Subscribe to the Oracle Analytics Advantage blog and get the latest posts sent to your inbox
First, let's address this through a technique of comparing the performance of two Machine Learning Binary classification models using the Cumulative Gains chart and Lift chart. In one of our earlier blogs, you learned how to compare the performance of two machine learning models: Which Machine Learning Model is Right for Me This blog goes a little further and deeper to explain the capabilities of Oracle Analytics data visualization machine learning feature in performing advanced model comparison techniques.
What are the Cumulative Gains Chart and Lift chart and what are they used for?
Let us suppose that a company wants to perform a direct marketing campaign to get a response (like a subscription or a purchase) from users. It wants to run a marketing campaign for around 10,000 users out of which only 1,000 users are expected to respond. But the company doesn't have a budget to reach out to all the 10,000 customers. To minimize the cost company wants to reach out to as less customers as possible but at the same time reach out to most (user-defined) of the customers who are likely to respond. A company can create machine learning models to predict which users are likely to respond and with what probability. Then the question comes which model should I choose? Which machine learning model is likely to give me the most of the number of respondents with as less selection of original respondents as possible? Cumulative Gains and Lift chart answers these questions.
Cumulative Gains and Lift charts are a measure of the effectiveness of a binary classification predictive model calculated as the ratio between the results obtained with and without the predictive model. They are visual aids for measuring model performance and contain a lift curve and baseline. Effectiveness of a model is measured by the area between the lift curve and baseline: Greater the area between the lift curve and baseline better the model. One academic reference on how to construct these charts can be found here. Gains and Lift charts are popular techniques in direct marketing.
Sample Project for Cumulative Gains and Lift chart computation
Oracle Analytics Store has an example project for this that was build using the Marketing Campaign data of a bank. This is how the charts look like:
Scenario: This Marketing Campaign aims to identify users who are likely to subscribe to one of a company's financial services. They are planning to run this campaign for close to 50,000 individuals out of which only close to 5,000 people (i.e., ~10 percent) are likely to subscribe for the service. Marketing Campaign data is split into Training and Testing data. Using training data, we created two machine learning models using Naive Bayes classifier and Logistic regression to identify the likely subscribers along with prediction confidence (note that the actual values—such as whether a customer subscribed or not—is also available in the dataset). Now they want to find out which model is good at identifying the greatest number of likely subscribers by selecting a relatively small number of campaign base (i.e., 50,000).
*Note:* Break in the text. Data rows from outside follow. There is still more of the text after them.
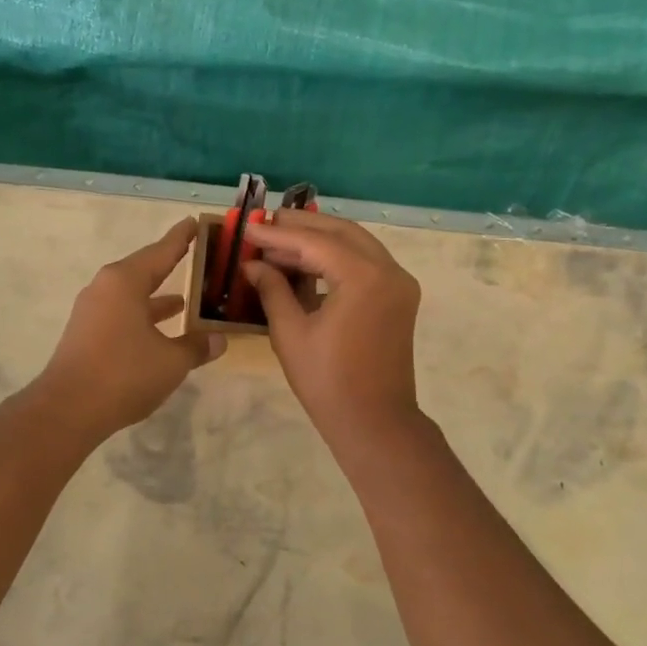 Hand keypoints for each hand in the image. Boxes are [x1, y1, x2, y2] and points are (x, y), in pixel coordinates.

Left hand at [35, 219, 226, 438]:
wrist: (68, 409)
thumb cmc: (124, 374)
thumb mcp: (171, 361)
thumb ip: (196, 346)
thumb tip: (218, 340)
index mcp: (125, 281)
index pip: (161, 251)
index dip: (181, 238)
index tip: (195, 222)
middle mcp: (105, 288)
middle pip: (144, 270)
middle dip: (170, 267)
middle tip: (195, 257)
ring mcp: (92, 311)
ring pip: (132, 295)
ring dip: (157, 298)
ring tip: (185, 300)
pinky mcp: (86, 333)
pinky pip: (122, 314)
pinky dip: (143, 317)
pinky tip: (159, 331)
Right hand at [243, 213, 422, 449]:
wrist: (375, 423)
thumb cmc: (327, 381)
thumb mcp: (290, 333)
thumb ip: (273, 290)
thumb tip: (252, 264)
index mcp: (364, 277)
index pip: (315, 242)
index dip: (277, 235)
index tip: (248, 229)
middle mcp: (389, 270)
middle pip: (341, 232)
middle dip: (302, 225)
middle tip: (265, 222)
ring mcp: (399, 283)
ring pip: (356, 244)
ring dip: (320, 239)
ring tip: (280, 240)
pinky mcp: (399, 297)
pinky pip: (366, 263)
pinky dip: (337, 257)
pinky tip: (307, 263) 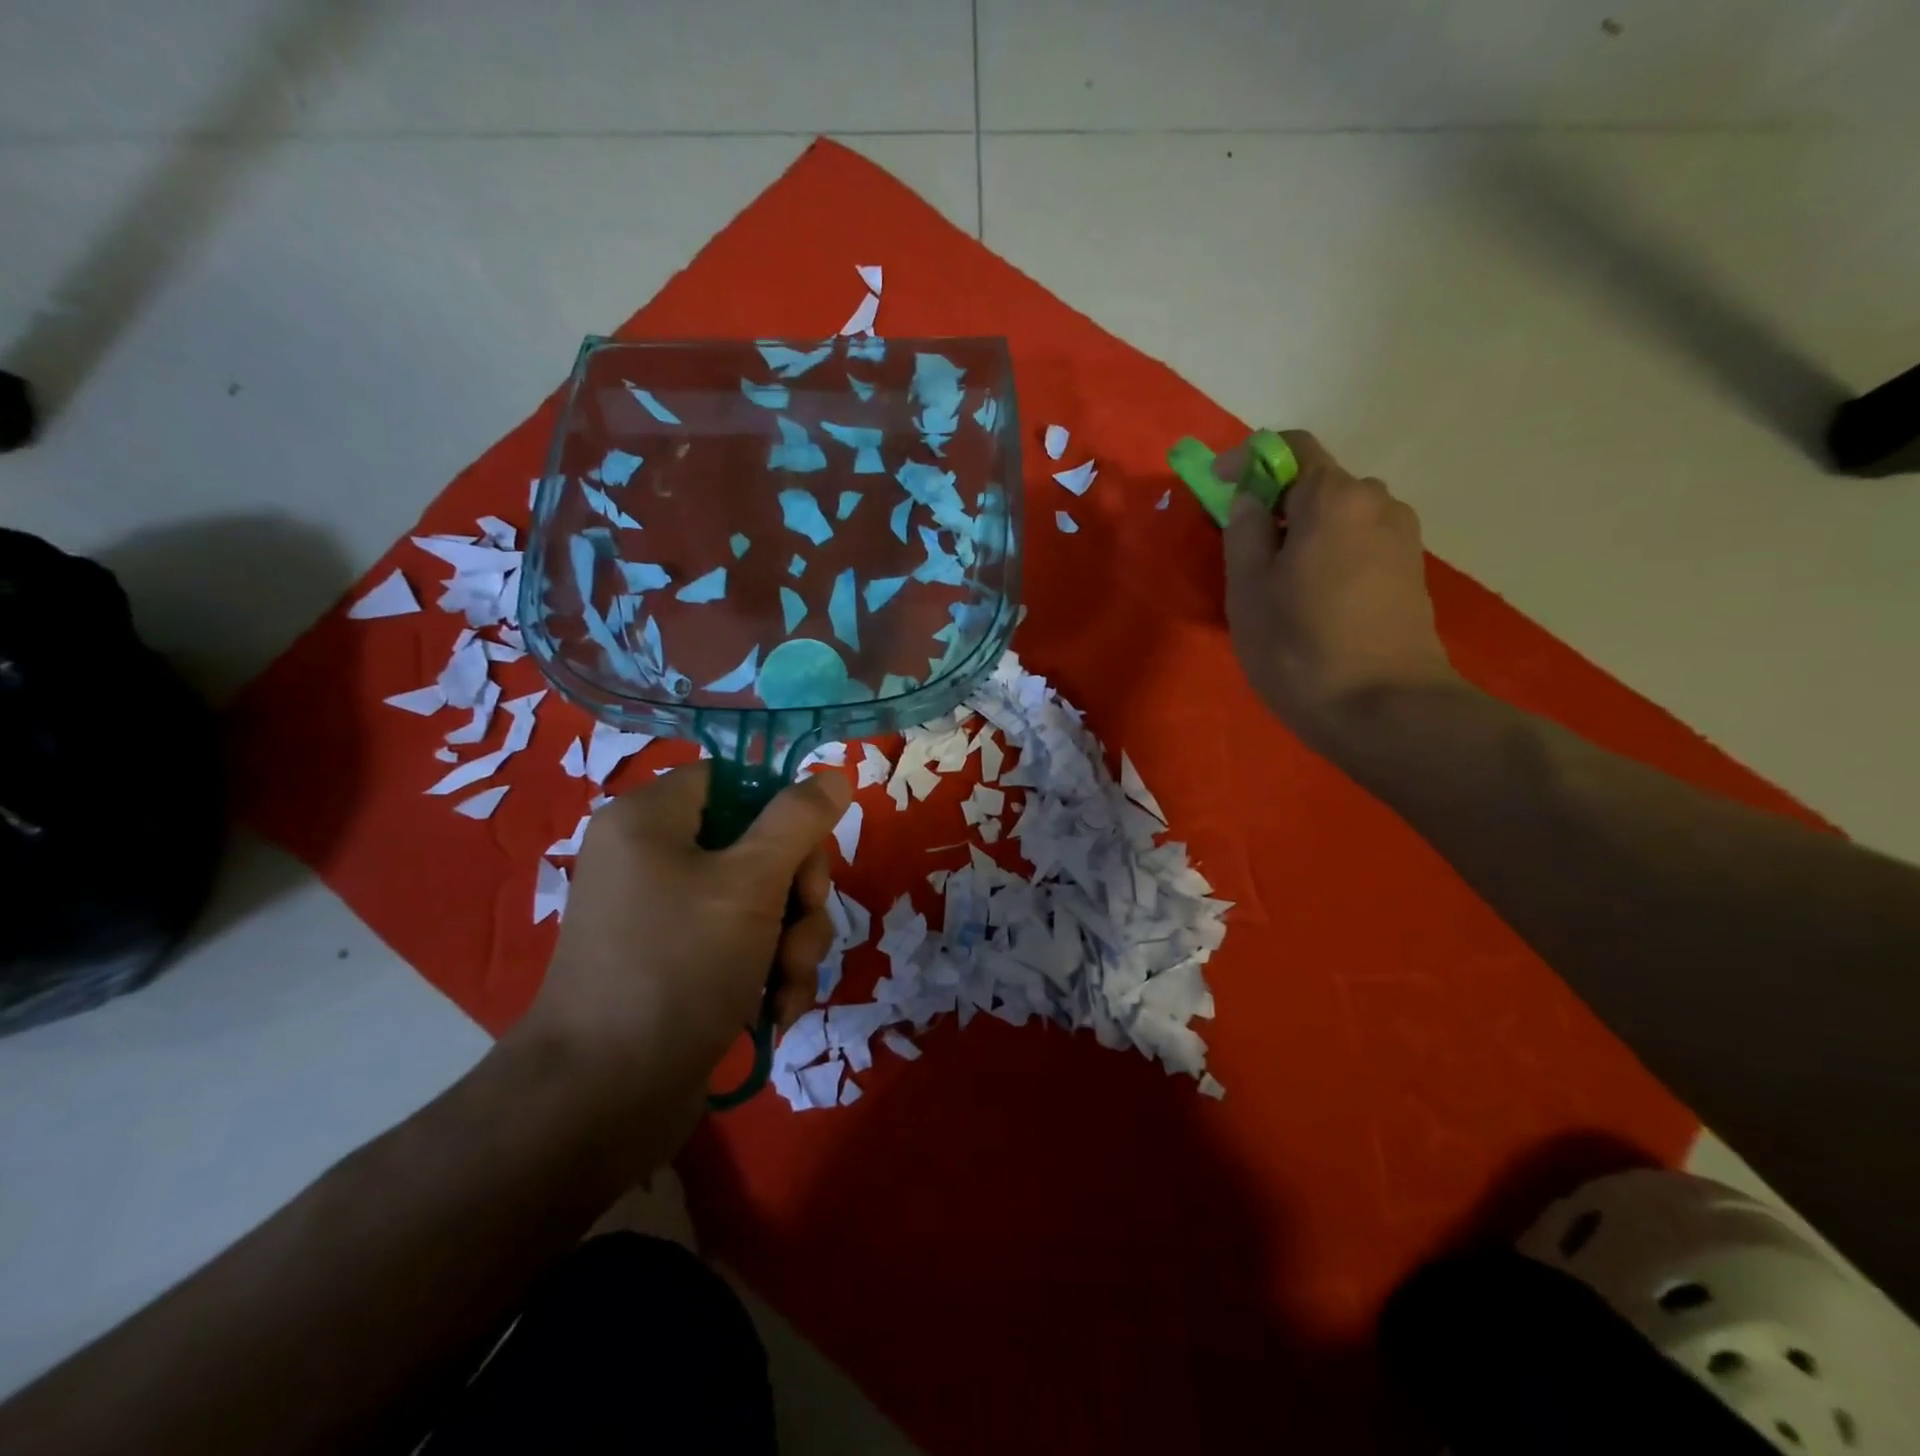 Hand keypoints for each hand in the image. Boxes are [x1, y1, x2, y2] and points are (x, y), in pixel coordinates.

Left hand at [511, 762, 850, 1143]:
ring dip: (794, 940)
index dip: (780, 806)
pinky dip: (770, 973)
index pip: (733, 779)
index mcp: (652, 820)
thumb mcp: (750, 883)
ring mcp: (668, 916)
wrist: (602, 1101)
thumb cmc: (677, 968)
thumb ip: (797, 821)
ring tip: (789, 983)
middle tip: (803, 925)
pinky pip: (745, 945)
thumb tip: (833, 775)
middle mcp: (655, 859)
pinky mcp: (682, 965)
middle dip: (798, 891)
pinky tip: (777, 1009)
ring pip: (762, 901)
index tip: (808, 847)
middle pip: (758, 843)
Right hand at [1219, 430, 1458, 749]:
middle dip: (1276, 505)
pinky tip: (1313, 602)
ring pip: (1339, 518)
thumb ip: (1243, 530)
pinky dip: (1329, 556)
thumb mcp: (1248, 589)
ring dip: (1304, 534)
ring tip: (1277, 584)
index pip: (1289, 447)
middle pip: (1317, 484)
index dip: (1247, 459)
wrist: (1385, 709)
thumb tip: (1249, 497)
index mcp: (1334, 496)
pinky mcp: (1410, 574)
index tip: (1215, 486)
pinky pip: (1359, 545)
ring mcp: (1402, 539)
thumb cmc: (1300, 646)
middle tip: (1243, 550)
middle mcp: (1378, 502)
Machine learning models are applied to test data and got the Predicted Value and Prediction Confidence for each prediction. Using this prediction data and actual outcome data, we have created dataflows to compute cumulative Gain and Lift.
How to interpret these charts and how to measure the effectiveness of a Model:
The Cumulative Gains chart depicts cumulative of the percentage of actual subscribers (Cumulative Actuals) on the Y-Axis and total population(50,000) on the X-Axis in comparison with a random prediction (Gains Chart Baseline) and the ideal prediction (Gains Chart Ideal Model Line), which depicts all the 5,000 likely subscribers are identified by selecting first 5,000 customers sorted based on Prediction Confidence for Yes. The model with a greater area between the Cumulative Actuals line and Baseline is more effective in identifying a larger portion of subscribers by selecting a relatively smaller portion of the total population.
Lift Chart depicts how much more likely we are to receive respondents than if we contact a random sample of customers. For example, by contacting only 10 percent of customers based on the predictive models we will reach 2.09 and 3.20 times as many respondents as if we use no model for Logistic Regression and Naive Bayes models respectively.
Max Gain shows at which point the difference between cumulative gains and baseline is maximum. For Logistic Regression this occurs when population percentage is 23 percent and the maximum gain recorded is 41.84 percent for Naive Bayes this occurs when population percentage is 41 percent and the maximum gain is 83.88 percent
By simply examining these data visualizations, we can see that the Naive Bayes model has a larger area between the cumulative gains curve and baseline and is a better model for prediction between the two.